Fluoride varnish for adults: Benefits and considerations

Oct. 1, 2018
Fluoride varnish for adults is an effective way to control caries development, and its use should be more widespread.

Donna Lynn Brogan, RDH

Traditionally, dental professionals have provided fluoride varnish treatments to children in the caries-active stage. However, the face of caries has changed. Large cohort studies have shown that adults are a caries-active group, experiencing disease at a rate that is comparable to that of adolescents.1

Risk factors such as recession, use of prescription medication, poor biofilm removal, multisurface restorations, and recent carious activity all put adults at risk for developing caries. These risk factors, for example, are prevalent among people in their 40s and 50s.

While the most recognized use of fluoride varnish in adults is for dentin desensitization, the practice of caries management by risk assessment (CAMBRA) has opened clinicians’ minds to a more widespread and purposeful use. This article will look at how fluoride varnish can be used more purposefully.

Clinical recommendations

In 2013, the Council on Scientific Affairs of the American Dental Association published evidence-based clinical recommendations for the use of professionally applied topical fluorides for all ages.2 Two types of professionally applied fluoride were recommended: 5% fluoride varnish and four-minute, tray-applied acidulated phosphate (APF) gel. Because a large number of adults have composite, porcelain, or ceramic restorations that disqualify the use of APF, this article will focus on fluoride varnish.
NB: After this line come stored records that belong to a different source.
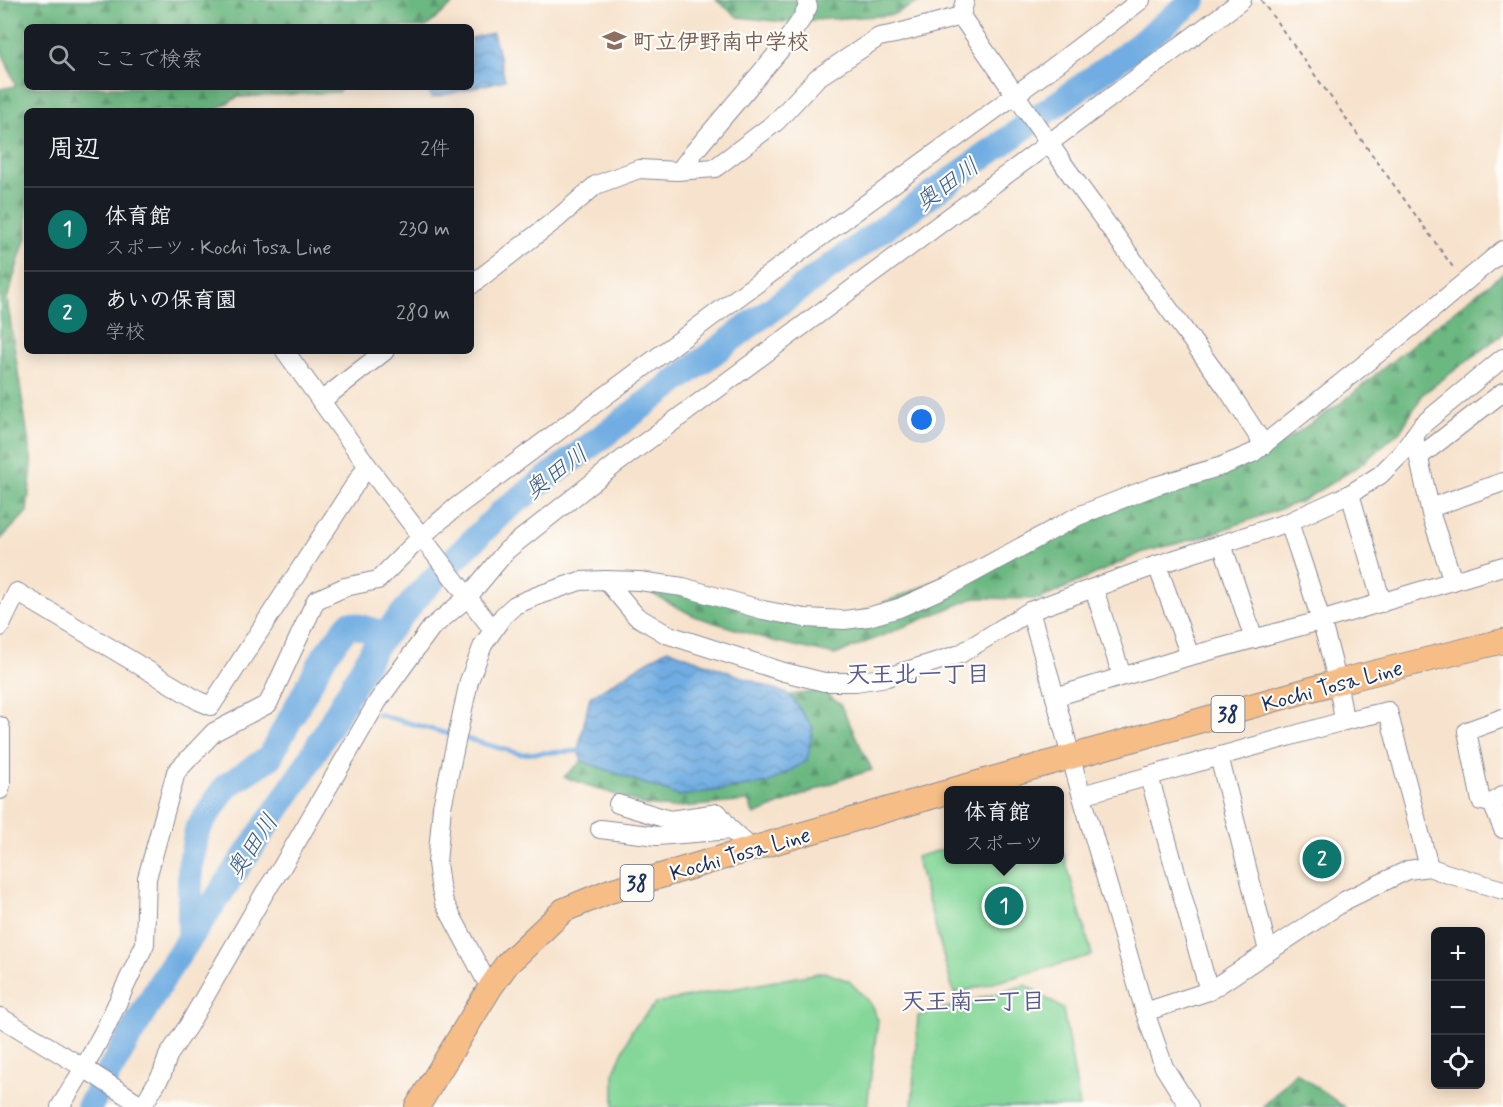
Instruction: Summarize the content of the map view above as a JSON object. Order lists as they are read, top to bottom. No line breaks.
{"streets":{"main road":["Kochi Tosa Line","38"]},"districts":["天王北一丁目","天王南一丁目"],"water":["奥田川"],"places":{"school or university":["町立伊野南中学校"]},"page":{"search":"ここで検索","heading":["周辺","2件"],"list":[{"mark":"1","name":"体育館","note":"スポーツ · Kochi Tosa Line","value":"230 m"},{"mark":"2","name":"あいの保育園","note":"学校","value":"280 m"}],"popup":["体育館","スポーツ"],"pins":["2","1"],"map_buttons":["+","−"]}}
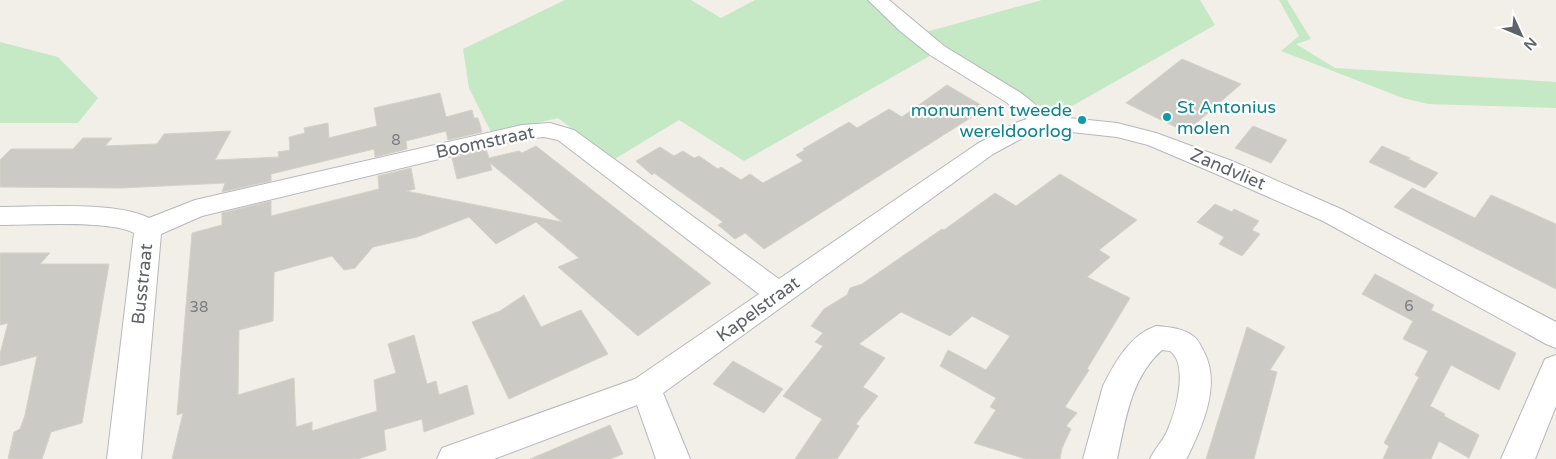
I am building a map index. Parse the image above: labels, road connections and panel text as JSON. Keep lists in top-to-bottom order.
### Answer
{
  "streets": {
    "street": [
      "Boomstraat",
      "Zandvliet",
      "Busstraat",
      "Kapelstraat"
    ]
  },
  "crossings": [
    ["Boomstraat", "Busstraat"],
    ["Boomstraat", "Kapelstraat"],
    ["Zandvliet", "Kapelstraat"]
  ],
  "places": ["St Antonius molen", "monument tweede wereldoorlog"],
  "house_numbers": ["8", "6", "38"],
  "north": "bottom right"
}
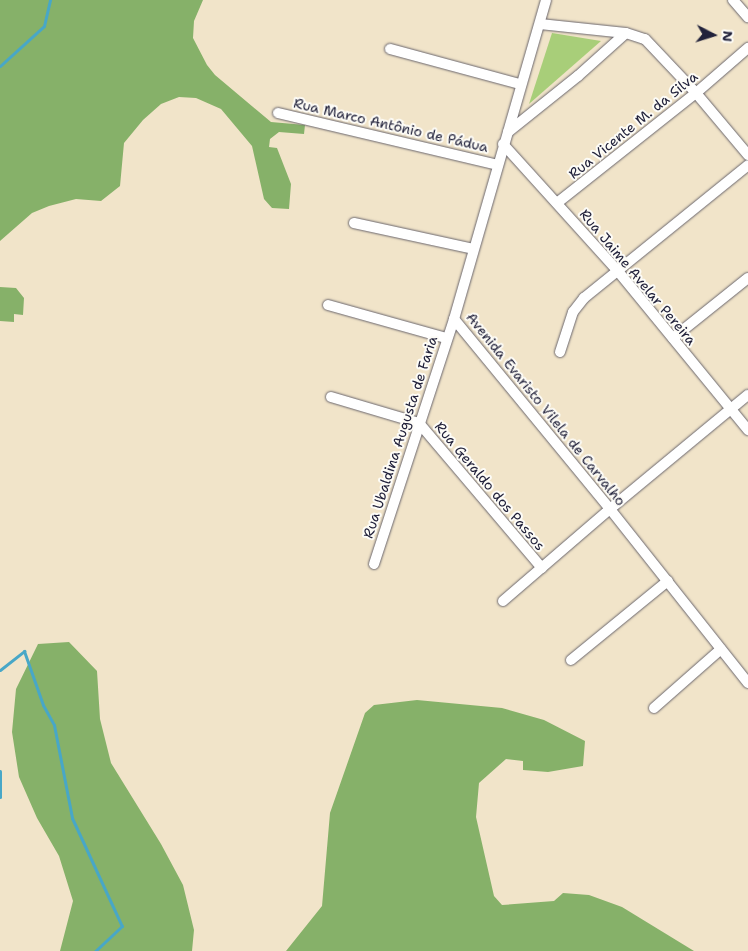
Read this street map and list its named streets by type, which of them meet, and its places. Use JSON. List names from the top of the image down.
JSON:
{
  "streets": {
    "street": [
      "Rua Marco Antônio de Pádua",
      "Rua Vicente M. da Silva",
      "Rua Jaime Avelar Pereira",
      "Avenida Evaristo Vilela de Carvalho",
      "Rua Ubaldina Augusta de Faria",
      "Rua Geraldo dos Passos"
    ]
  },
  "crossings": [
    ["Rua Marco Antônio de Pádua", "Avenida Evaristo Vilela de Carvalho"],
    ["Rua Vicente M. da Silva", "Rua Jaime Avelar Pereira"],
    ["Rua Jaime Avelar Pereira", "Avenida Evaristo Vilela de Carvalho"],
    ["Avenida Evaristo Vilela de Carvalho", "Rua Ubaldina Augusta de Faria"],
    ["Rua Ubaldina Augusta de Faria", "Rua Geraldo dos Passos"]
  ],
  "north": "right"
}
Caries development in adults

There are many conditions that predispose adults to caries development—and therefore preventive treatment. Let’s review some of these conditions here.

In adults, small interproximal restorations frequently deteriorate over time and progress to become large lesions, eventually resulting in the need for a crown. If xerostomia or recession is present, clinicians will often observe an ominous dark line at the crown margin. This restorative progression is irreversible and leads to more aggressive treatment and tissue loss. Adults must be followed closely to prevent this.
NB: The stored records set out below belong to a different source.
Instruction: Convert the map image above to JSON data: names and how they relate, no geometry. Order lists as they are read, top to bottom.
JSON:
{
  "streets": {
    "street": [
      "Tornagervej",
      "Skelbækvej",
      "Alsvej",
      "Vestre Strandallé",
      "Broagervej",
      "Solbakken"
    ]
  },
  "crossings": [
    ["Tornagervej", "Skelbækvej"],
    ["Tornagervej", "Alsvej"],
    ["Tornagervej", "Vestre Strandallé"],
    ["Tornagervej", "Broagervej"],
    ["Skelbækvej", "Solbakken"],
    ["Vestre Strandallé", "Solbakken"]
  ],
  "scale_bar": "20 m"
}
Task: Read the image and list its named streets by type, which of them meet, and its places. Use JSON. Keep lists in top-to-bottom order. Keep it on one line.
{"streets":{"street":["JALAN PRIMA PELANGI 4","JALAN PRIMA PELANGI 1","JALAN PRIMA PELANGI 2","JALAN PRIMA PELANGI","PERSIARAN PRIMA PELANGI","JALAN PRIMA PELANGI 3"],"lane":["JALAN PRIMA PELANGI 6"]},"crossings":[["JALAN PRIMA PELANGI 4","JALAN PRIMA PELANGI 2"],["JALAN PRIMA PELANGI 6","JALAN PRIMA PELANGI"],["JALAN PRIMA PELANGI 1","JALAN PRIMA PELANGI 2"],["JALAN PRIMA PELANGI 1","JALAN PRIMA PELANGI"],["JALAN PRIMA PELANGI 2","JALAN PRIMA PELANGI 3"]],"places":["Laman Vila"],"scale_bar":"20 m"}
One of the most significant factors in caries development is exposed root surfaces. While enamel demineralizes at a pH of 5.5, exposed root surfaces demineralize at a pH much closer to neutral, 6.2–6.7.3 Dentin and cementum demineralization occurs twice as fast compared to enamel because of their significantly lower mineral content. As a result, initiation and progression of root caries is more rapid. For adult patients, root caries is an ugly outcome, often having negative effects that are far-reaching.
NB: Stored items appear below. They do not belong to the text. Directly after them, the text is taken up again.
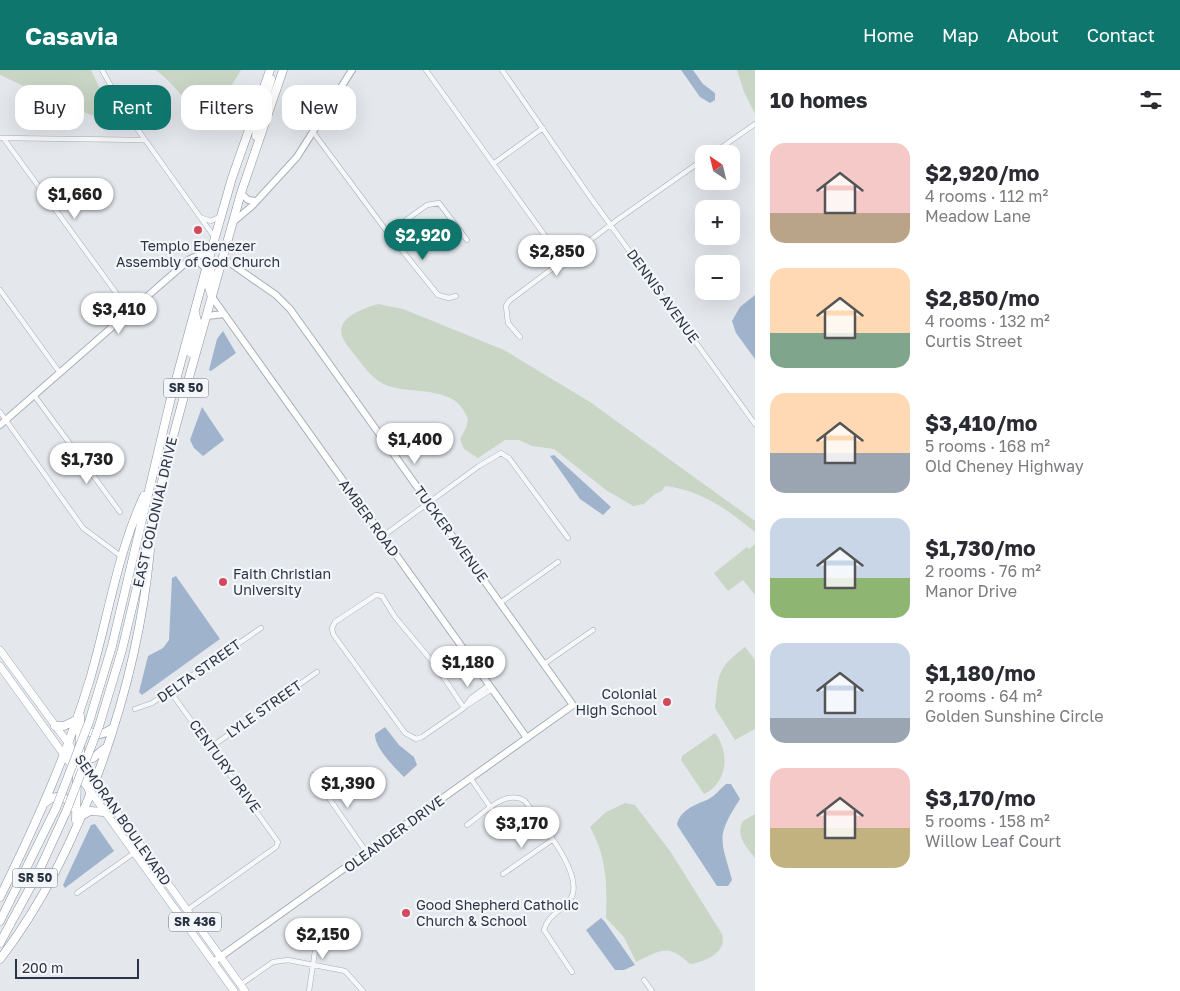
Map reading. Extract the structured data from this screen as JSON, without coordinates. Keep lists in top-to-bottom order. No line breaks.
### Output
{"streets":{"highway":["SR 50","EAST COLONIAL DRIVE"],"main road":["SEMORAN BOULEVARD","SR 436"],"street":["DENNIS AVENUE","AMBER ROAD","TUCKER AVENUE","DELTA STREET","LYLE STREET","CENTURY DRIVE","OLEANDER DRIVE"]},"crossings":[["EAST COLONIAL DRIVE","AMBER ROAD"],["EAST COLONIAL DRIVE","TUCKER AVENUE"],["AMBER ROAD","OLEANDER DRIVE"],["TUCKER AVENUE","OLEANDER DRIVE"],["DELTA STREET","CENTURY DRIVE"],["LYLE STREET","CENTURY DRIVE"],["CENTURY DRIVE","SEMORAN BOULEVARD"],["SEMORAN BOULEVARD","OLEANDER DRIVE"]],"places":["Templo Ebenezer Assembly of God Church","Faith Christian University","Colonial High School","Good Shepherd Catholic Church & School"],"scale_bar":"200 m","north":"top left","page":{"header":"Casavia","nav":["Home","Map","About","Contact"],"heading":"10 homes","chip":["Buy","Rent","Filters","New"],"list":[{"name":"$2,920/mo","note":"4 rooms · 112 m² · Meadow Lane"},{"name":"$2,850/mo","note":"4 rooms · 132 m² · Curtis Street"},{"name":"$3,410/mo","note":"5 rooms · 168 m² · Old Cheney Highway"},{"name":"$1,730/mo","note":"2 rooms · 76 m² · Manor Drive"},{"name":"$1,180/mo","note":"2 rooms · 64 m² · Golden Sunshine Circle"},{"name":"$3,170/mo","note":"5 rooms · 158 m² · Willow Leaf Court"}],"map_buttons":["+","−"],"price":["$1,660","$2,920","$2,850","$3,410","$1,400","$1,730","$1,180","$1,390","$3,170","$2,150"],"scale":"200 m"}}
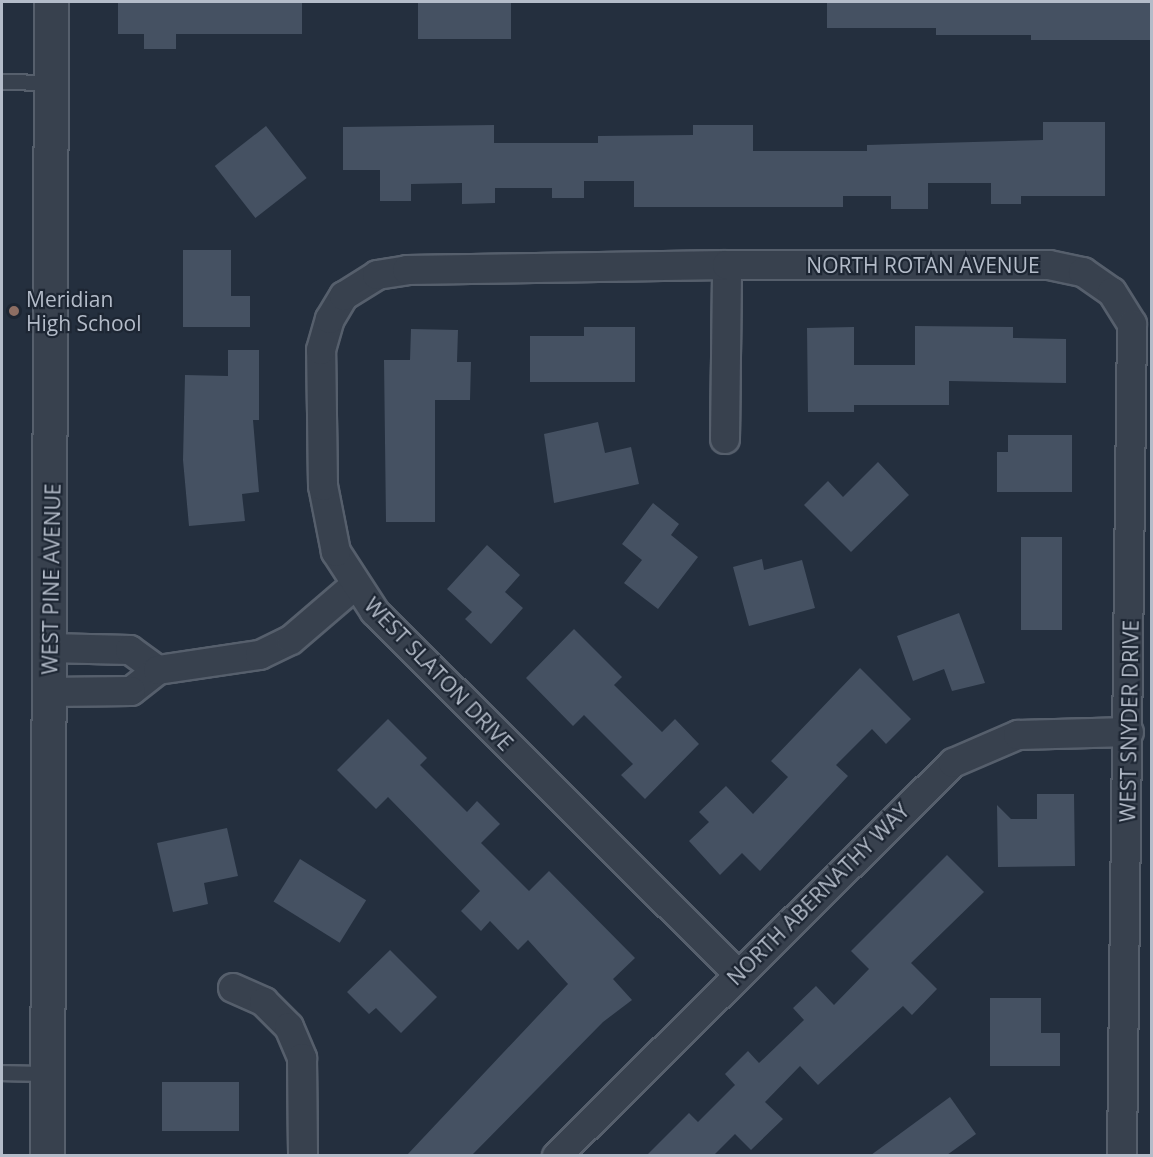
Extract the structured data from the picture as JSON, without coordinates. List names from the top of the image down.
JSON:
{
  "streets": {
    "street": [
      "NORTH ROTAN AVENUE",
      "WEST PINE AVENUE",
      "WEST SLATON DRIVE",
      "WEST SNYDER DRIVE",
      "NORTH ABERNATHY WAY"
    ]
  },
  "crossings": [
    ["NORTH ROTAN AVENUE", "WEST SLATON DRIVE"],
    ["NORTH ROTAN AVENUE", "WEST SNYDER DRIVE"],
    ["WEST SLATON DRIVE", "NORTH ABERNATHY WAY"],
    ["WEST SNYDER DRIVE", "NORTH ABERNATHY WAY"]
  ],
  "places": ["Meridian High School"]
}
Adults with xerostomia are a group at risk for rapid progression of caries.4 More than 400 medications contribute to xerostomia,5 which is notable considering that 68% of Americans take prescription medication.6 In fact, over half of Americans are on two medications, and 21% are on five or more.6 Saliva clears away debris and has the capability to buffer acid attacks. Without saliva, enamel isn’t exposed to calcium and phosphate, and remineralization cannot occur.7 Instead of the beautiful demineralization-remineralization balance, teeth are plunged into a downward spiral of demineralization.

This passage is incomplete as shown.